[Opening SUPPLIED MATERIAL section]

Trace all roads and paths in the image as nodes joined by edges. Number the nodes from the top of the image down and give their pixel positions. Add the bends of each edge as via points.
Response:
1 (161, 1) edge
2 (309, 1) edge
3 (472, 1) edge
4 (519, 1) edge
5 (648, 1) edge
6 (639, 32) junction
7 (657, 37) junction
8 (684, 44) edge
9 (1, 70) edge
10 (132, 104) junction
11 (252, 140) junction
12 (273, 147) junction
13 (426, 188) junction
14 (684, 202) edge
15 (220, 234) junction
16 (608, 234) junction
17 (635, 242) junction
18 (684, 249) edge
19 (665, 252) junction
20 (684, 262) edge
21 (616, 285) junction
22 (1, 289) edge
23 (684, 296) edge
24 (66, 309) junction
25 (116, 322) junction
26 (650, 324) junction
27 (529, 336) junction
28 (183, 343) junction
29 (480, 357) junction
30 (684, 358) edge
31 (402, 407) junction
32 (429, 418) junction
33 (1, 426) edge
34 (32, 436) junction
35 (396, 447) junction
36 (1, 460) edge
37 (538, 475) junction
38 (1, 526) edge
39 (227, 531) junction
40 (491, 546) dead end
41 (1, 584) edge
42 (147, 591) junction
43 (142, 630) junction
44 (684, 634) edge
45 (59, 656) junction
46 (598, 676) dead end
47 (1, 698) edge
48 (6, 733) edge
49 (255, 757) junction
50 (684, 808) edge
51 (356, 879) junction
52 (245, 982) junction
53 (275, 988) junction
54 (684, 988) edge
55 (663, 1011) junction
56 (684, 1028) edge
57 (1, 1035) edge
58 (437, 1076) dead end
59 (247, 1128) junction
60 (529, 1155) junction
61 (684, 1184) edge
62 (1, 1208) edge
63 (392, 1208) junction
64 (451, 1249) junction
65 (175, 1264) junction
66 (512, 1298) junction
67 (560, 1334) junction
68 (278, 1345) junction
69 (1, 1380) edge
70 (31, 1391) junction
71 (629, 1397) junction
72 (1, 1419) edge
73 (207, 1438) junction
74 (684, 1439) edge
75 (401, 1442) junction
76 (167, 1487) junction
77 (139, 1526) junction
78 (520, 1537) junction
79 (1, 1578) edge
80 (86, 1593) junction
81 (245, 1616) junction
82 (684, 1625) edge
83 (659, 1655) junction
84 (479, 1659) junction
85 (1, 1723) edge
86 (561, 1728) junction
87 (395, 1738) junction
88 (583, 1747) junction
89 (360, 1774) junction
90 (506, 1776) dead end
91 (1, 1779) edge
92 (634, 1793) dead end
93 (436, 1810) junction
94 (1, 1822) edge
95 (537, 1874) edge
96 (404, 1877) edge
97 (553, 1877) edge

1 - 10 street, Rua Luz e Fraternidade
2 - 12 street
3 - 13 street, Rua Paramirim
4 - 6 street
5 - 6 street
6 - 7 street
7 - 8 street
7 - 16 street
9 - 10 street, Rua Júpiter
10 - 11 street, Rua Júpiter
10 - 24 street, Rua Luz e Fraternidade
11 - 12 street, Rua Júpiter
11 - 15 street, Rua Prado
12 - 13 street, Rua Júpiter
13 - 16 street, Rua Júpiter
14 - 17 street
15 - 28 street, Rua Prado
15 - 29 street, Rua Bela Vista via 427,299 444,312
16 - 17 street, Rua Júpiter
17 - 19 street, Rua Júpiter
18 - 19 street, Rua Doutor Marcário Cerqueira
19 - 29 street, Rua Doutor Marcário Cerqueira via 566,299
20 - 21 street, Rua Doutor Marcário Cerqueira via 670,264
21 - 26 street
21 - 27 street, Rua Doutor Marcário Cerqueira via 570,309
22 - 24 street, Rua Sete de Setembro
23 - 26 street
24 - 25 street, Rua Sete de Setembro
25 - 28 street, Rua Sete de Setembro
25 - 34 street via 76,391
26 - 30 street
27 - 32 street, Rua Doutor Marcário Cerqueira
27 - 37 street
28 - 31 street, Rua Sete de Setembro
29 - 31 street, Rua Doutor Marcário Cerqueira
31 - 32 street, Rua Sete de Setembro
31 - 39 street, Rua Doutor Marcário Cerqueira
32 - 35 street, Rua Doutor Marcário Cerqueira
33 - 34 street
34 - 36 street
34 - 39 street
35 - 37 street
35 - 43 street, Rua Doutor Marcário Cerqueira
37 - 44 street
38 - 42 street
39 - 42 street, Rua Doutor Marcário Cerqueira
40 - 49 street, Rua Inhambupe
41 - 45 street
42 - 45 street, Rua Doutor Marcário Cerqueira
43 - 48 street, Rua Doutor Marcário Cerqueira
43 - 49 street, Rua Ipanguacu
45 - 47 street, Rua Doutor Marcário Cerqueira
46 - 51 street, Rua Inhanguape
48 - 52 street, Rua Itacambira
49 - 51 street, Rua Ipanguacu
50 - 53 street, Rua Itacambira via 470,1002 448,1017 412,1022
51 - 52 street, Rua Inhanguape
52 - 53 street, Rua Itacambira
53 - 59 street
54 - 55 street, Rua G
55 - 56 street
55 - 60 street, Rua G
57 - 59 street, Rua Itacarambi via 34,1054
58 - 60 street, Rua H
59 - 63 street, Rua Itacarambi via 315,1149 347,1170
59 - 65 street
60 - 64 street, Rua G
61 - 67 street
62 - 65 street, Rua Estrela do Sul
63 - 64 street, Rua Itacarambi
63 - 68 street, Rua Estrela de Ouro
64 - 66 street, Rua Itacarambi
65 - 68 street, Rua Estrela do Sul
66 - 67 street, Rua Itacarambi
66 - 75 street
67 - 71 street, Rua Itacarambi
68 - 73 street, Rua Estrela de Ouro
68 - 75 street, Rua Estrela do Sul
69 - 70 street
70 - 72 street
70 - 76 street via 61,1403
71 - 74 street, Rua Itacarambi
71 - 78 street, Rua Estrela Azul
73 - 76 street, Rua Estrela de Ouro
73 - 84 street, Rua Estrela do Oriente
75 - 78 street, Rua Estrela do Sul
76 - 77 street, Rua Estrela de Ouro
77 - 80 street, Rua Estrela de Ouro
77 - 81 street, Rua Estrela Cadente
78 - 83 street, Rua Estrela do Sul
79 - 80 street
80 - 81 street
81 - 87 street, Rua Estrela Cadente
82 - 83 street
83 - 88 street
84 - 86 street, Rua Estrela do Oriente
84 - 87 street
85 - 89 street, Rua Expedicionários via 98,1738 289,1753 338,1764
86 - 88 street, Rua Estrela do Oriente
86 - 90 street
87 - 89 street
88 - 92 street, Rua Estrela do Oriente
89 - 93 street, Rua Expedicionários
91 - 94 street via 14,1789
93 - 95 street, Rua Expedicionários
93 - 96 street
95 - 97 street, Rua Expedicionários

[Closing SUPPLIED MATERIAL section]

__YOUR TASK__. Above are the records. Identify each line that contains the word "Ipanguacu".

__EXERCISE OUTPUT__.
43 - 49 street, Rua Ipanguacu
49 - 51 street, Rua Ipanguacu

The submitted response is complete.